En cuanto a los personajes y la trama, los de Ken Loach me recuerdan mucho los del teatro de Alonso de Santos: La estanquera de Vallecas, Bajarse al moro, Yonquis y yankees, Salvajes...Personajes escindidos entre un drama personal íntimo, que se justifica por la dureza del medio, y unos anhelos de pureza que llevan allá dentro, a veces guardaditos, muy guardaditos, tanto que casi no se les ve sino es por un chispazo ocasinal que les hace salir, es decir,Ken Loach hace lo mismo que hacía Alonso de Santos antes de dedicarse a dirigir Teatro Clásico: personajes desgarrados, que abrían el diálogo con un taco y lo acababan con un exabrupto, perdedores a los que sólo podía redimir el hecho de serlo, y los buenos,
Alonso de Santos se pasó al teatro clásico porque la veta del realismo cutre estaba ya agotada, e hizo bien: aquellos geranios escuchimizados que la abuela regaba como único afecto seguro en quien poner su vida, en espera de que el nieto regresara de su viaje a los infiernos y empezara a comportarse como un ser humano, ya no daban más de sí. La comedia clásica le ofrece otros mundos de poesía esculpida en que recrearse y descansar. Pero cuando haya descansado lo suficiente, volverá al drama realista y cutre. ¿Por qué? Porque hay que seguir repitiendo, aunque de momento parezca que nadie atiende. Pero también vendrá bien ensayar nuevas estéticas, tal vez se trata de cambiar la presentación para que un mensaje ya gastado surta de nuevo efecto, que es lo que hace Loach. Una estética diferente: en él la tragedia discurre en medio de un verde lujuriante, con vistas al río aunque los astilleros destartalados no inviten precisamente a recrearse en el paisaje... Pero Vallecas no tiene río, sólo una luz y un cielo al que asomarse subiendo a las azoteas, única huida.
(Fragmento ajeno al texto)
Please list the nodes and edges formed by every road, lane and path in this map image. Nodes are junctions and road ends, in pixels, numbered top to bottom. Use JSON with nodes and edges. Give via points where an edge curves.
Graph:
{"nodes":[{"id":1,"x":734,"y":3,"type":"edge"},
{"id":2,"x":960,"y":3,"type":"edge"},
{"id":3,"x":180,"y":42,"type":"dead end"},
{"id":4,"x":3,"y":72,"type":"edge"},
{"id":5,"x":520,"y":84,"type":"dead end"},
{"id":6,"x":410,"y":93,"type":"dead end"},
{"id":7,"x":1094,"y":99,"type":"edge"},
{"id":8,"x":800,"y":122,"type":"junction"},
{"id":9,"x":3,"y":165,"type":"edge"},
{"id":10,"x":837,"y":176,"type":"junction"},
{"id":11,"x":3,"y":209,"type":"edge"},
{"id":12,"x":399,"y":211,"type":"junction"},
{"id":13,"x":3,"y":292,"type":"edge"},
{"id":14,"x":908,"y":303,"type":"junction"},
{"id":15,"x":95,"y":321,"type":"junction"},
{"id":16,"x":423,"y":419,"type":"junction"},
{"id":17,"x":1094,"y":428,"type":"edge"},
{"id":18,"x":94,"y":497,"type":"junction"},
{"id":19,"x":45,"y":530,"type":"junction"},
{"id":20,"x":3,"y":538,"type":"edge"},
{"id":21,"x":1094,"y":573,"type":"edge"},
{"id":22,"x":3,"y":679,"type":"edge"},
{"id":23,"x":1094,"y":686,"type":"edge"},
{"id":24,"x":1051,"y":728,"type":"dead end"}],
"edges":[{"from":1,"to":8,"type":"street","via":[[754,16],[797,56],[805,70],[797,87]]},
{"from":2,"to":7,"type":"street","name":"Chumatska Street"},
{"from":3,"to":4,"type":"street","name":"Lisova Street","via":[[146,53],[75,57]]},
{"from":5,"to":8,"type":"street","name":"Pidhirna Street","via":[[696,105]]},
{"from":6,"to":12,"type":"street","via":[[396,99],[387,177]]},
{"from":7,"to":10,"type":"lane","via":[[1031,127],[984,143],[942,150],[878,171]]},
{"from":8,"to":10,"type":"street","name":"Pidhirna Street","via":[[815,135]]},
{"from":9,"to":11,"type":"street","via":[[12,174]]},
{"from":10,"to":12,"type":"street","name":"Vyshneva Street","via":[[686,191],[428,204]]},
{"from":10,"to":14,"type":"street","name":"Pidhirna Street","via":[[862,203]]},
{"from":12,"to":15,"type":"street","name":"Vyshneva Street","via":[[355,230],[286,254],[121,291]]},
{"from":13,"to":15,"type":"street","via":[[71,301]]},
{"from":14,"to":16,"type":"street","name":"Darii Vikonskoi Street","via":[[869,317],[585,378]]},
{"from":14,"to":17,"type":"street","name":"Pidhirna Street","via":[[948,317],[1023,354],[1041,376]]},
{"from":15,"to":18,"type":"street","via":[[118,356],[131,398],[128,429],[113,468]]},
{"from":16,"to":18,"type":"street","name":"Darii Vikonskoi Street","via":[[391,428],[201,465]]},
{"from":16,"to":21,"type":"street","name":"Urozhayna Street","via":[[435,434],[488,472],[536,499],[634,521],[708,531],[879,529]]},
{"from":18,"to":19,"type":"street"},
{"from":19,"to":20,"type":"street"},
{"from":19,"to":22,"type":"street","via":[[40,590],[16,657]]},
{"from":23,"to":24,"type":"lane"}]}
Sabemos que el arte debe exagerar y hasta extrapolar intensificándolos los rasgos más sobresalientes de la realidad para hacerla creíble, empezando por la velicidad vertiginosa en que se suceden los acontecimientos y eso es lo más admirable de esta película. Pero sobre todo tiene la habilidad de hacer visibles unas realidades que transcurren en paralelo a otras completamente normales, y el espectador ve unas y otras en dramático contraste. Y esta porosidad la permite el cine más que el teatro, ese horror de mostrar realidades tan opuestas en los mismos escenarios que sólo ve en paralelo el espectador, mientras que ellos, los otros, se ignoran olímpicamente entre sí.